Data records:
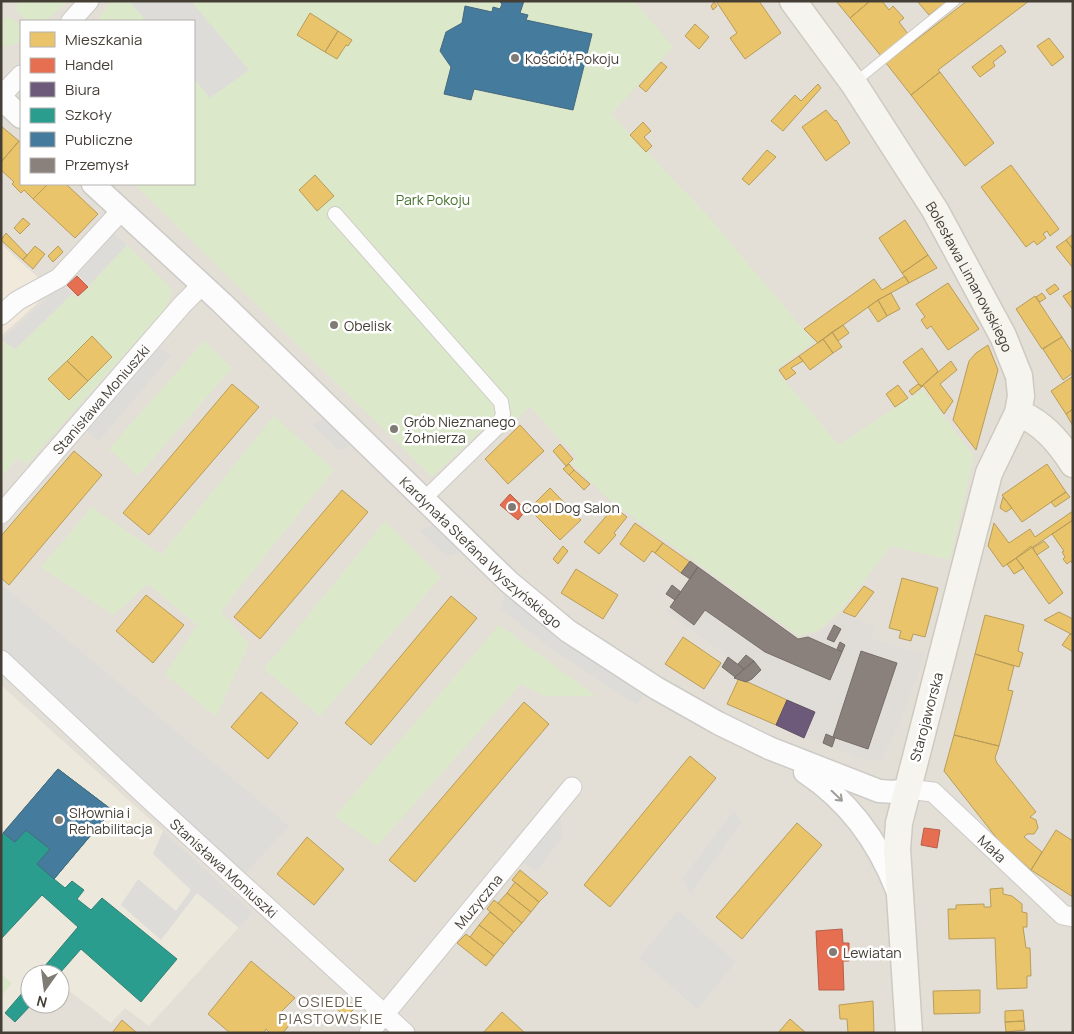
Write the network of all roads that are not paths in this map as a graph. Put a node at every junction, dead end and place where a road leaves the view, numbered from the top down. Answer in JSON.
{"nodes":[{"id":1,"x":89,"y":1,"type":"edge"},
{"id":2,"x":793,"y":1,"type":"edge"},
{"id":3,"x":955,"y":1,"type":"edge"},
{"id":4,"x":72,"y":20,"type":"edge"},
{"id":5,"x":20,"y":76,"type":"edge"},
{"id":6,"x":854,"y":84,"type":"junction"},
{"id":7,"x":1,"y":97,"type":"edge"},
{"id":8,"x":20,"y":116,"type":"edge"},
{"id":9,"x":94,"y":185,"type":"edge"},
{"id":10,"x":121,"y":211,"type":"junction"},
{"id":11,"x":335,"y":214,"type":"dead end"},
{"id":12,"x":202,"y":285,"type":"junction"},
{"id":13,"x":1,"y":315,"type":"edge"},
{"id":14,"x":1018,"y":413,"type":"junction"},
{"id":15,"x":1073,"y":464,"type":"edge"},
{"id":16,"x":424,"y":499,"type":"junction"},
{"id":17,"x":1,"y":514,"type":"edge"},
{"id":18,"x":1,"y":660,"type":"edge"},
{"id":19,"x":769,"y":748,"type":"junction"},
{"id":20,"x":572,"y":786,"type":"dead end"},
{"id":21,"x":907,"y":789,"type":"junction"},
{"id":22,"x":900,"y":900,"type":"junction"},
{"id":23,"x":1073,"y":917,"type":"edge"},
{"id":24,"x":385,"y":1015,"type":"junction"},
{"id":25,"x":369,"y":1033,"type":"edge"},
{"id":26,"x":405,"y":1033,"type":"edge"},
{"id":27,"x":909,"y":1033,"type":"edge"}],
"edges":[{"from":1,"to":4,"type":"street"},
{"from":2,"to":6,"type":"main road","name":"Bolesława Limanowskiego"},
{"from":3,"to":6,"type":"lane"},
{"from":5,"to":7,"type":"street"},
{"from":6,"to":14,"type":"main road","name":"Bolesława Limanowskiego"},
{"from":7,"to":8,"type":"street"},
{"from":9,"to":10,"type":"street","name":"Kardynała Stefana Wyszyńskiego"},
{"from":10,"to":12,"type":"street","name":"Kardynała Stefana Wyszyńskiego"},
{"from":10,"to":13,"type":"street"},
{"from":11,"to":16,"type":"street"},
{"from":12,"to":16,"type":"street","name":"Kardynała Stefana Wyszyńskiego"},
{"from":12,"to":17,"type":"street","name":"Stanisława Moniuszki"},
{"from":14,"to":15,"type":"main road"},
{"from":14,"to":21,"type":"main road","name":"Starojaworska"},
{"from":16,"to":19,"type":"street","name":"Kardynała Stefana Wyszyńskiego"},
{"from":18,"to":24,"type":"street","name":"Stanisława Moniuszki"},
{"from":19,"to":21,"type":"street","name":"Kardynała Stefana Wyszyńskiego"},
{"from":19,"to":22,"type":"street","one_way":true},
{"from":20,"to":24,"type":"street","name":"Muzyczna"},
{"from":21,"to":22,"type":"main road","name":"Starojaworska"},
{"from":21,"to":23,"type":"street","name":"Mała"},
{"from":22,"to":27,"type":"main road","name":"Starojaworska"},
{"from":24,"to":25,"type":"street","name":"Muzyczna"},
{"from":24,"to":26,"type":"street","name":"Stanisława Moniuszki"}]}
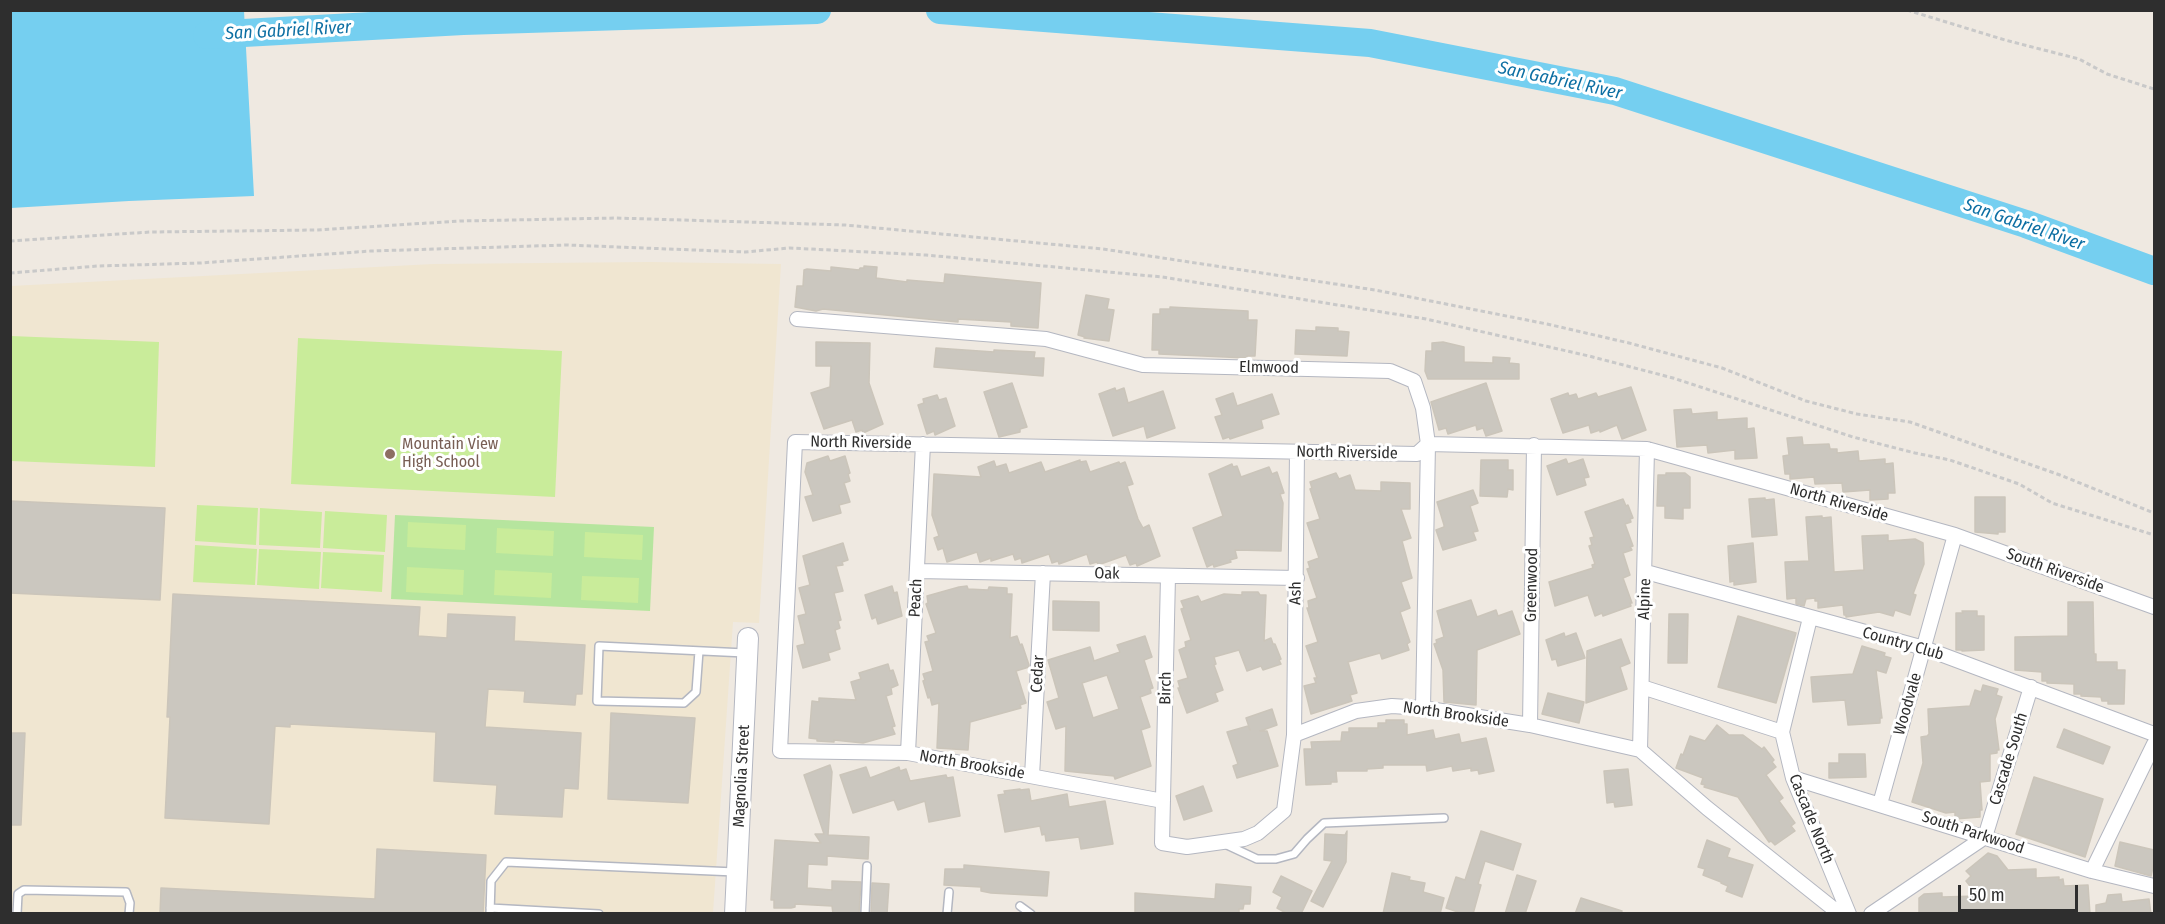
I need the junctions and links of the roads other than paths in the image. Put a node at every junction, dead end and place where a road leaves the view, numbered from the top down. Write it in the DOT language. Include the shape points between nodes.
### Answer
graph roads {
  1 [pos="796,319"];
  2 [pos="923,444"];
  3 [pos="1428,444"];
  4 [pos="1534,445"];
  5 [pos="1647,449"];
  6 [pos="1297,452"];
  7 [pos="1955,535"];
  8 [pos="917,571"];
  9 [pos="1646,572"];
  10 [pos="1043,573"];
  11 [pos="1168,576"];
  12 [pos="1297,578"];
  13 [pos="2154,608"];
  14 [pos="1810,618"];
  15 [pos="748,646"];
  16 [pos="1924,648"];
  17 [pos="699,651"];
  18 [pos="1642,687"];
  19 [pos="2031,687"];
  20 [pos="1424,708"];
  21 [pos="1530,725"];
  22 [pos="1782,732"];
  23 [pos="1294,735"];
  24 [pos="2154,735"];
  25 [pos="2154,744"];
  26 [pos="1640,750"];
  27 [pos="780,751"];
  28 [pos="908,753"];
  29 [pos="1032,776"];
  30 [pos="1793,778"];
  31 [pos="1163,801"];
  32 [pos="1880,804"];
  33 [pos="1444,818"];
  34 [pos="1985,837"];
  35 [pos="1222,842"];
  36 [pos="867,866"];
  37 [pos="2092,871"];
  38 [pos="737,872"];
  39 [pos="2154,886"];
  40 [pos="949,892"];
  41 [pos="1020,906"];
  42 [pos="490,911"];
  43 [pos="17,914"];
  44 [pos="129,914"];
  45 [pos="599,914"];
  46 [pos="735,914"];
  47 [pos="865,914"];
  48 [pos="947,914"];
  49 [pos="1031,914"];
  50 [pos="1840,914"];
  51 [pos="1849,914"];
  52 [pos="1871,914"];
  1 -- 3 [label="street, Elmwood" via="1046,339 1143,365 1390,371 1414,381"];
  2 -- 6 [label="street, North Riverside"];
  2 -- 8 [label="street, Peach"];
  2 -- 27 [label="street, North Riverside" via="795,442"];
  3 -- 4 [label="street, North Riverside"];
  3 -- 6 [label="street, North Riverside" via="1417,454"];
  3 -- 20 [label="street, Elmwood"];
  4 -- 5 [label="street, North Riverside"];
  4 -- 21 [label="street, Greenwood"];
  5 -- 7 [label="street, North Riverside"];
  5 -- 9 [label="street, Alpine"];
  6 -- 12 [label="street, Ash"];
  7 -- 13 [label="street, South Riverside"];
  7 -- 16 [label="street, Woodvale"];
  8 -- 10 [label="street, Oak"];
  8 -- 28 [label="street, Peach"];
  9 -- 14 [label="street, Country Club"];
  9 -- 18 [label="street, Alpine"];
  10 -- 11 [label="street, Oak"];
  10 -- 29 [label="street, Cedar"];
  11 -- 12 [label="street, Oak"];
  11 -- 31 [label="street, Birch"];
  12 -- 23 [label="street, Ash"];
  14 -- 16 [label="street, Country Club"];
  14 -- 22 [label="street, Cascade North"];
  15 -- 17 [label="lane"];
  15 -- 38 [label="street, Magnolia Street"];
  16 -- 19 [label="street, Country Club"];
  16 -- 32 [label="street, Woodvale"];
  17 -- 17 [label="lane" via="599,646 597,701 684,703 696,692"];
  18 -- 22 [label="street"];
  18 -- 26 [label="street, Alpine"];
  19 -- 24 [label="street, Country Club"];
  19 -- 34 [label="street, Cascade South"];
  20 -- 21 [label="street, North Brookside"];
  20 -- 23 [label="street, North Brookside" via="1392,706 1356,711"];
  21 -- 26 [label="street, North Brookside"];
  22 -- 30 [label="street, Cascade North"];
  23 -- 35 [label="street" via="1284,811 1258,833"];
  25 -- 37 [label="street"];
  26 -- 50 [label="street, North Brookside"];
  27 -- 28 [label="street, North Brookside"];
  28 -- 29 [label="street, North Brookside"];
  29 -- 31 [label="street, North Brookside"];
  30 -- 32 [label="street, South Parkwood"];
  30 -- 51 [label="street, Cascade North"];
  31 -- 35 [label="street" via="1162,843 1187,847"];
  32 -- 34 [label="street, South Parkwood"];
  33 -- 35 [label="lane" via="1324,824 1294,854 1276,859 1257,859"];
  34 -- 37 [label="street, South Parkwood"];
  34 -- 52 [label="street"];
  36 -- 47 [label="lane"];
  37 -- 39 [label="street, South Parkwood"];
  38 -- 42 [label="lane" via="506,862 491,881"];
  38 -- 46 [label="street, Magnolia Street"];
  40 -- 48 [label="lane"];
  41 -- 49 [label="lane"];
  42 -- 45 [label="lane"];
  43 -- 44 [label="lane" via="18,894 24,890 126,892"];
}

Your objective: Report each line of the material in which the string "Magnolia" occurs.

Task result:
  15 -- 38 [label="street, Magnolia Street"];
  38 -- 46 [label="street, Magnolia Street"];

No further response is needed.